Stored data:

┄┄┄┄┄┄┄┄┄┄┄┄┄┄┄┄┄┄┄┄

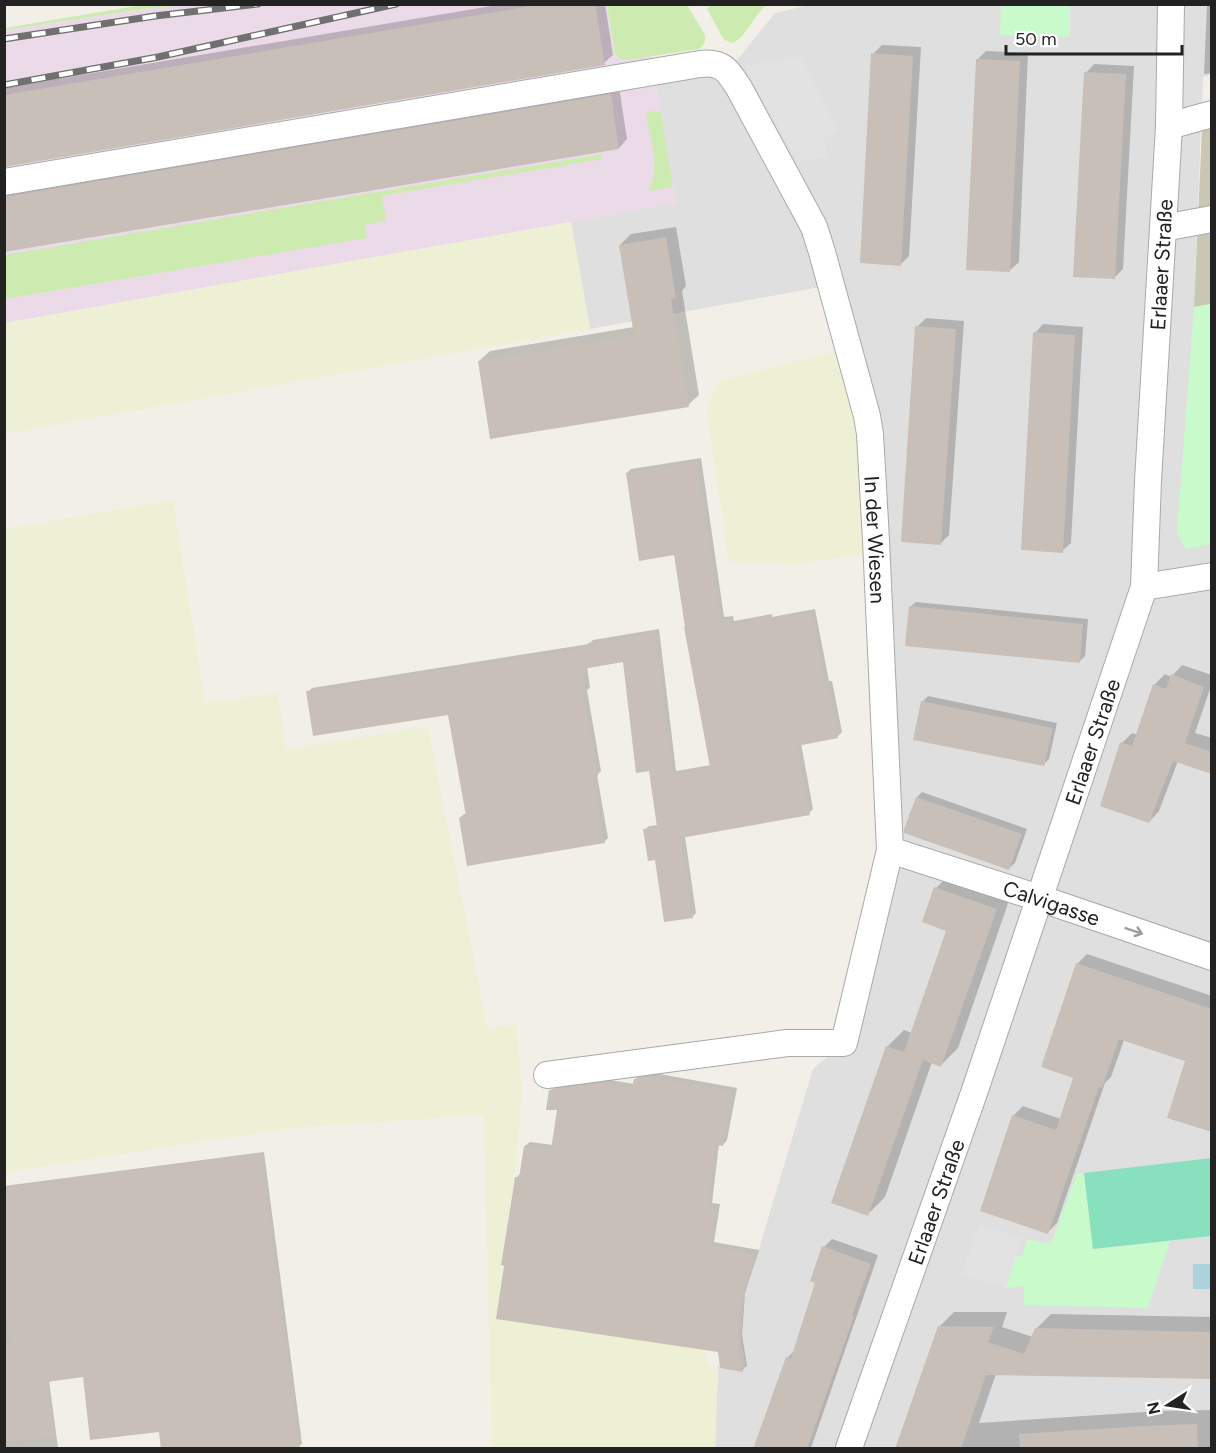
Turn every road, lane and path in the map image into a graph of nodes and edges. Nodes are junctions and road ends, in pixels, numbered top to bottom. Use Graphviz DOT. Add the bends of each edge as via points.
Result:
graph roads {
  1 [pos="1172,4"];
  2 [pos="1212,114"];
  3 [pos="1170,126"];
  4 [pos="4,182"];
  5 [pos="1212,219"];
  6 [pos="1163,228"];
  7 [pos="1212,576"];
  8 [pos="1144,587"];
  9 [pos="890,850"];
  10 [pos="1039,898"];
  11 [pos="1212,957"];
  12 [pos="547,1075"];
  13 [pos="849,1449"];
  1 -- 3 [label="street, Erlaaer Straße"];
  2 -- 3 [label="street"];
  3 -- 6 [label="street, Erlaaer Straße"];
  4 -- 9 [label="street, In der Wiesen" via="700,64 721,66 739,88 814,227 867,416"];
  5 -- 6 [label="street"];
  6 -- 8 [label="street, Erlaaer Straße"];
  7 -- 8 [label="street"];
  8 -- 10 [label="street, Erlaaer Straße"];
  9 -- 10 [label="street, Calvigasse"];
  9 -- 12 [label="street, In der Wiesen" via="844,1043 787,1043"];
  10 -- 11 [label="street, Calvigasse, one-way"];
  10 -- 13 [label="street, Erlaaer Straße"];
}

┄┄┄┄┄┄┄┄┄┄┄┄┄┄┄┄┄┄┄┄

Task details: All of the entries above should be copied exactly, except for the pictures.

Answer area:
Turn every road, lane and path in the map image into a graph of nodes and edges. Nodes are junctions and road ends, in pixels, numbered top to bottom. Use Graphviz DOT. Add the bends of each edge as via points.
Result:
graph roads {
  1 [pos="1172,4"];
  2 [pos="1212,114"];
  3 [pos="1170,126"];
  4 [pos="4,182"];
  5 [pos="1212,219"];
  6 [pos="1163,228"];
  7 [pos="1212,576"];
  8 [pos="1144,587"];
  9 [pos="890,850"];
  10 [pos="1039,898"];
  11 [pos="1212,957"];
  12 [pos="547,1075"];
  13 [pos="849,1449"];
  1 -- 3 [label="street, Erlaaer Straße"];
  2 -- 3 [label="street"];
  3 -- 6 [label="street, Erlaaer Straße"];
  4 -- 9 [label="street, In der Wiesen" via="700,64 721,66 739,88 814,227 867,416"];
  5 -- 6 [label="street"];
  6 -- 8 [label="street, Erlaaer Straße"];
  7 -- 8 [label="street"];
  8 -- 10 [label="street, Erlaaer Straße"];
  9 -- 10 [label="street, Calvigasse"];
  9 -- 12 [label="street, In der Wiesen" via="844,1043 787,1043"];
  10 -- 11 [label="street, Calvigasse, one-way"];
  10 -- 13 [label="street, Erlaaer Straße"];
}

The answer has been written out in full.